Wikipedia lets you create books - sz
http://en.wikipedia.org/wiki/Help:Books

======
randomwalker
For a couple of years I've been thinking that e-books created out of
collections of Wikipedia articles could actually be a viable business. It's
not going to make you rich, but it could provide a comfortable stream of
revenue on the side.

I'm thinking about topics that would make good study, reference, or
entertainment material, like "weight training," "atomic physics," "Bay Area
travel," "Paradoxes" (<http://en.wikipedia.org/wiki/List_of_paradoxes>) or "50
most interesting Wikipedia articles"
([http://copybot.wordpress.com/2009/04/07/the-50-most-
interest...](http://copybot.wordpress.com/2009/04/07/the-50-most-interesting-
articles-on-wikipedia/)). Needless to say, there are thousands of potential
good topics.

I would happily pay a dollar or two to read these on the Kindle/iPad etc.

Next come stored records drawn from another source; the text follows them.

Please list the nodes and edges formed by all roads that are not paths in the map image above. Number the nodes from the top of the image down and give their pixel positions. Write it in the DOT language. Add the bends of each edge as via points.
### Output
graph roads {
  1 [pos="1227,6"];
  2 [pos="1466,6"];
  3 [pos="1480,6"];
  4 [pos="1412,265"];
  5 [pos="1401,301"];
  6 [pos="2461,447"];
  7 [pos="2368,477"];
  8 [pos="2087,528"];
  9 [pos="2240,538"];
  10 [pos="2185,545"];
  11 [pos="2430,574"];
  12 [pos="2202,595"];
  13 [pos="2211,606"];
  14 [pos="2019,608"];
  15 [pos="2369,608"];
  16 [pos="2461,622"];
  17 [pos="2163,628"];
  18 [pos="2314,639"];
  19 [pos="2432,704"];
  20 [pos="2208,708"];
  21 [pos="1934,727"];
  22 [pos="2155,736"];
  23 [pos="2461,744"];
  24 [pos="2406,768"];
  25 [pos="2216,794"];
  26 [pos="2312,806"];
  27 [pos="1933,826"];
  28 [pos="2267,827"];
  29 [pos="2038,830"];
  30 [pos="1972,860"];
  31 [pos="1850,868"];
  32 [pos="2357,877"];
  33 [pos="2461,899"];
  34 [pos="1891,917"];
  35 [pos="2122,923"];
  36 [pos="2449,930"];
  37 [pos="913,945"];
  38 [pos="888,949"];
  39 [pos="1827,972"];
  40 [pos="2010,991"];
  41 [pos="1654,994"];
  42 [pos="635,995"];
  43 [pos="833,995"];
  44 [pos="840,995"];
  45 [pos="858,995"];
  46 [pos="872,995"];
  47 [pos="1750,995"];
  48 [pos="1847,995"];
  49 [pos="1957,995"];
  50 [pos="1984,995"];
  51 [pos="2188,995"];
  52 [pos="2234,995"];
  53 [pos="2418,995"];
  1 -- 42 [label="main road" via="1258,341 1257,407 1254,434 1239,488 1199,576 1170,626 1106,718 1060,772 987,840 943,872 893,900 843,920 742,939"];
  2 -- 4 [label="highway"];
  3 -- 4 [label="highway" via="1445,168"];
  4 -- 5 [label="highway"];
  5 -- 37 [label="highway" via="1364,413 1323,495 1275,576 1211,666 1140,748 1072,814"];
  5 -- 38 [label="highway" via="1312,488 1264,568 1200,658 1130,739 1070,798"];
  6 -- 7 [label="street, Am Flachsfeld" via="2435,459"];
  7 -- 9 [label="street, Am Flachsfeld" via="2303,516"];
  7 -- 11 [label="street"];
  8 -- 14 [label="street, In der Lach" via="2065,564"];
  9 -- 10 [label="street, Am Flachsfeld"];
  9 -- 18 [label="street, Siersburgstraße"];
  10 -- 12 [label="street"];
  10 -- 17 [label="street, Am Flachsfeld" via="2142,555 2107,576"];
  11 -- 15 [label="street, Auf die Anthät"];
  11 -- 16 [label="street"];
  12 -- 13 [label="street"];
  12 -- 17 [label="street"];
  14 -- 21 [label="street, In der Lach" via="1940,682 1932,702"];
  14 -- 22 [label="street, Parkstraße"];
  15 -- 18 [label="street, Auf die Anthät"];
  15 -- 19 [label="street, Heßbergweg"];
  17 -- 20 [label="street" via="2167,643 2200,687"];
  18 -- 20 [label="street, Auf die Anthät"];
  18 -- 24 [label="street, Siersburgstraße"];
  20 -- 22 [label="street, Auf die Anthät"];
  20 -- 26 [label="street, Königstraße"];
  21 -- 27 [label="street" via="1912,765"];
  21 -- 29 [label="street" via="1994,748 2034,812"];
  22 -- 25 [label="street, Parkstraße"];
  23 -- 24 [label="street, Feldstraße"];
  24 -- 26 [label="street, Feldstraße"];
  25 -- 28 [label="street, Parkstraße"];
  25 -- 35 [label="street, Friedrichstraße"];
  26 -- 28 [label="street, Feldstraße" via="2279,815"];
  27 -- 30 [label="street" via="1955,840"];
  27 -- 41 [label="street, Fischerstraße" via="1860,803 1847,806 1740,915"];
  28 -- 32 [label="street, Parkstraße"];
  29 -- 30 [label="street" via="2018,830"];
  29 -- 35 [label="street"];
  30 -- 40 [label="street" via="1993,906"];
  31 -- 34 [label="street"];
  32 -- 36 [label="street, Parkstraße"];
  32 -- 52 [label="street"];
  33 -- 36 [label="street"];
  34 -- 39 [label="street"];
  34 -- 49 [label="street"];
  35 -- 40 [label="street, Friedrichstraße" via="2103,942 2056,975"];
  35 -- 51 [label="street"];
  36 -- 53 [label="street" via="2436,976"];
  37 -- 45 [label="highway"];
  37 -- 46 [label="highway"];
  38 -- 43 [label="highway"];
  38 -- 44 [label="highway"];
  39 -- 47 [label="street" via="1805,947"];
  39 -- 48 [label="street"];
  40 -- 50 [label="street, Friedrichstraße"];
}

As
far as I can tell this is neither against the letter nor the spirit of the
GFDL or CC-BY-SA. There are a few value adds here compared to reading
Wikipedia directly: 0. the obvious one of figuring out which articles to
include 1. ebook reader-specific formatting 2. for study topics, creating a
more-or-less linear flow out of a web of articles on a topic 3. quality
control -- checking for vandalism, etc.

I really hope someone will create the infrastructure for this: i.e., a web
interface much like the one under discussion, but which also formats the books
in AZW, ePub, and whatever other formats and lets you automatically push them
to all the self-publishing stores. (I envision a revenue sharing arrangement
with users who create books.) I will even offer to put together a dozen books
for free to sweeten the deal :-)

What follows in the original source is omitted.